Zombie Kitty Rowr
Real, Raw-r, & Unruly
The Donut Didn’t Win: How Change Actually Happens (Slow, Quiet, Real)

I came across this idea recently that hit me right in the face (in a good way): people love to talk about “awakening” like it’s a single moment. A bright flash. A dramatic before-and-after.
But I don’t think that’s how it usually works. I mean the idea that you want to change this thing probably is attributable to that single moment, but the actual change the thing in your life part? I think it’s gradual. It’s slow. It’s a long, unsexy process where old structures start to crack—structures you built out of survival, coping, and “this is what gets me through the day.” And at some point those structures stop working the way they used to.
The Randy’s Donuts Moment
We were driving by Randy’s (which, by the way, has superbly hefty donuts without being too heavy—unlike the confusing sadness of a raccoon washing cotton candy in the river that is Krispy Kreme—yes, I have opinions). It’s right by the Walmart shopping center, and we go by there often enough that it’s basically part of my internal map.

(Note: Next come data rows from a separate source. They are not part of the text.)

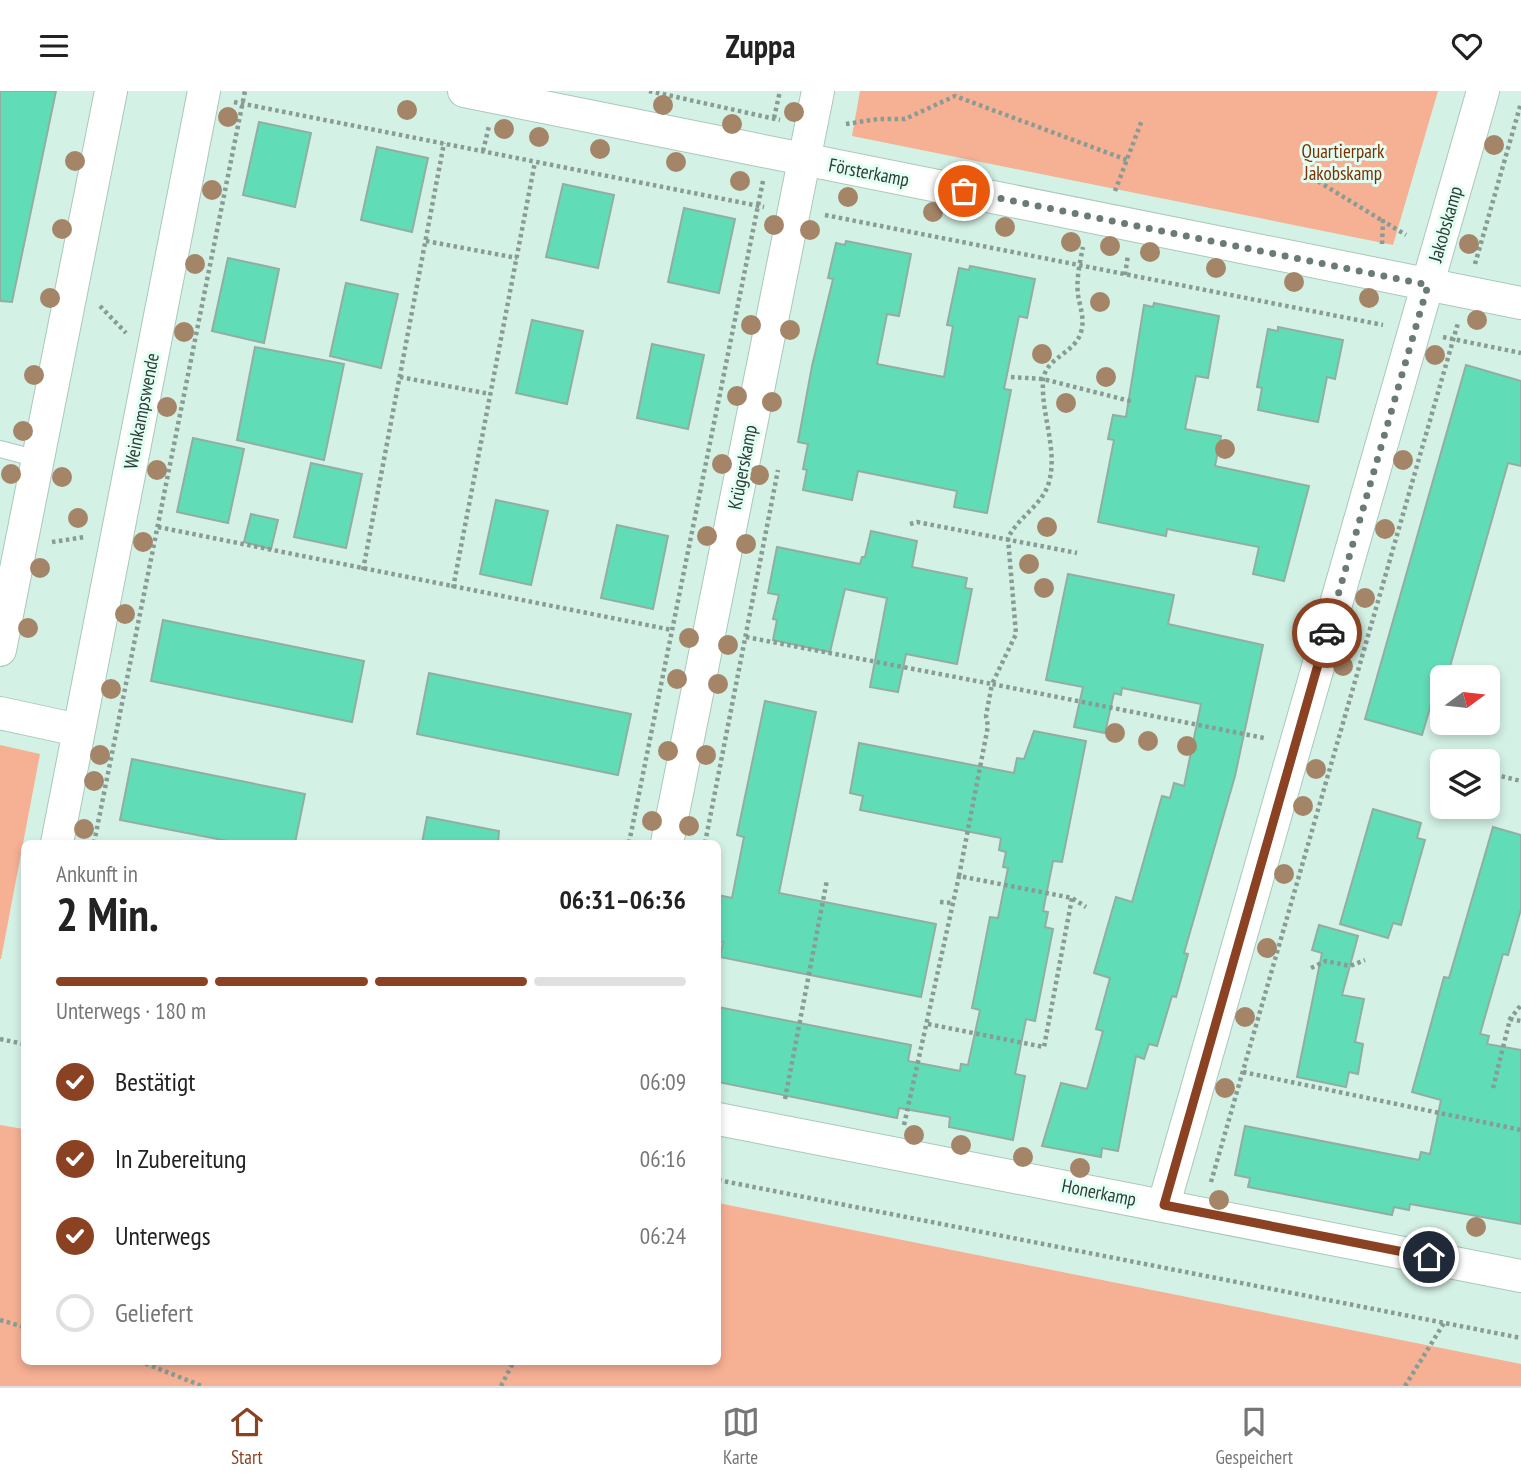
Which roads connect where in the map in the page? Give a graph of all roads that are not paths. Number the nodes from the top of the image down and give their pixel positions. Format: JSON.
{"nodes":[{"id":1,"x":111,"y":91,"type":"edge"},
{"id":2,"x":464,"y":91,"type":"edge"},
{"id":3,"x":818,"y":91,"type":"edge"},
{"id":4,"x":1483,"y":91,"type":"edge"},
{"id":5,"x":203,"y":93,"type":"edge"},
{"id":6,"x":804,"y":159,"type":"junction"},
{"id":7,"x":1428,"y":285,"type":"junction"},
{"id":8,"x":1521,"y":303,"type":"edge"},
{"id":9,"x":0,"y":449,"type":"edge"},
{"id":10,"x":38,"y":459,"type":"junction"},
{"id":11,"x":0,"y":650,"type":"edge"},
{"id":12,"x":0,"y":713,"type":"edge"},
{"id":13,"x":78,"y":730,"type":"junction"},
{"id":14,"x":58,"y":840,"type":"edge"},
{"id":15,"x":668,"y":840,"type":"edge"},
{"id":16,"x":721,"y":1120,"type":"edge"},
{"id":17,"x":1164,"y":1205,"type":"junction"},
{"id":18,"x":1521,"y":1276,"type":"edge"}],
"edges":[{"from":1,"to":10,"type":"street"},
{"from":2,"to":6,"type":"street","name":"Försterkamp"},
{"from":3,"to":6,"type":"street","name":"Krügerskamp"},
{"from":4,"to":7,"type":"street","name":"Jakobskamp"},
{"from":5,"to":13,"type":"street","name":"Weinkampswende"},
{"from":6,"to":7,"type":"street","name":"Försterkamp"},
{"from":6,"to":15,"type":"street","name":"Krügerskamp"},
{"from":7,"to":8,"type":"street","name":"Försterkamp"},
{"from":7,"to":17,"type":"street","name":"Jakobskamp"},
{"from":9,"to":10,"type":"lane"},
{"from":10,"to":11,"type":"street"},
{"from":12,"to":13,"type":"street"},
{"from":13,"to":14,"type":"street","name":"Weinkampswende"},
{"from":16,"to":17,"type":"street","name":"Honerkamp"},
{"from":17,"to":18,"type":"street","name":"Honerkamp"}]}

In the past, Randy’s was my siren song. Like… we’d drive up that street and my body would perk up. I’d look hopefully at the shop as we passed the parking lot. Sometimes I’d say “donuts?” in that optimistic tone that means, please say yes. And most of the time, Paul would stop. We’d get donuts. I’d be happy
This time, Paul turned into the parking lot and I was like, “Wait—what are you doing?” He said, “Well, I know you get sad if we pass by and don’t stop.” That’s when it happened. I realized… I wasn’t sad. I didn’t even necessarily want donuts right then.
We did get them (I’m not a monk), and I enjoyed them. But I saved mine for later—because I realized I could. The call of the donut used to be a guarantee. A lock. A foregone conclusion. Then I realized it wasn’t anymore. Just… the compulsion got quieter.
The Kind of Change I Actually Trust
I’ve struggled with food and weight for as long as I can remember. Like, childhood memories. I remember being in dance class and watching older girls talk about dieting. One girl fainted because she’d basically been starving herself to be skinnier. They gave her candy to recover and she was upset she had to eat it. So yeah. I learned early that weight loss was about starving yourself, or binging and purging, or exercising like a madman to “run it off.” Super healthy, obviously.
Later, I did the “lose a bunch of weight fast” thing. I lost about 30 pounds in a couple months on a keto-style diet. It worked—until I couldn’t stand it anymore because I felt awful on it. When I stopped, it all came back. Plus some.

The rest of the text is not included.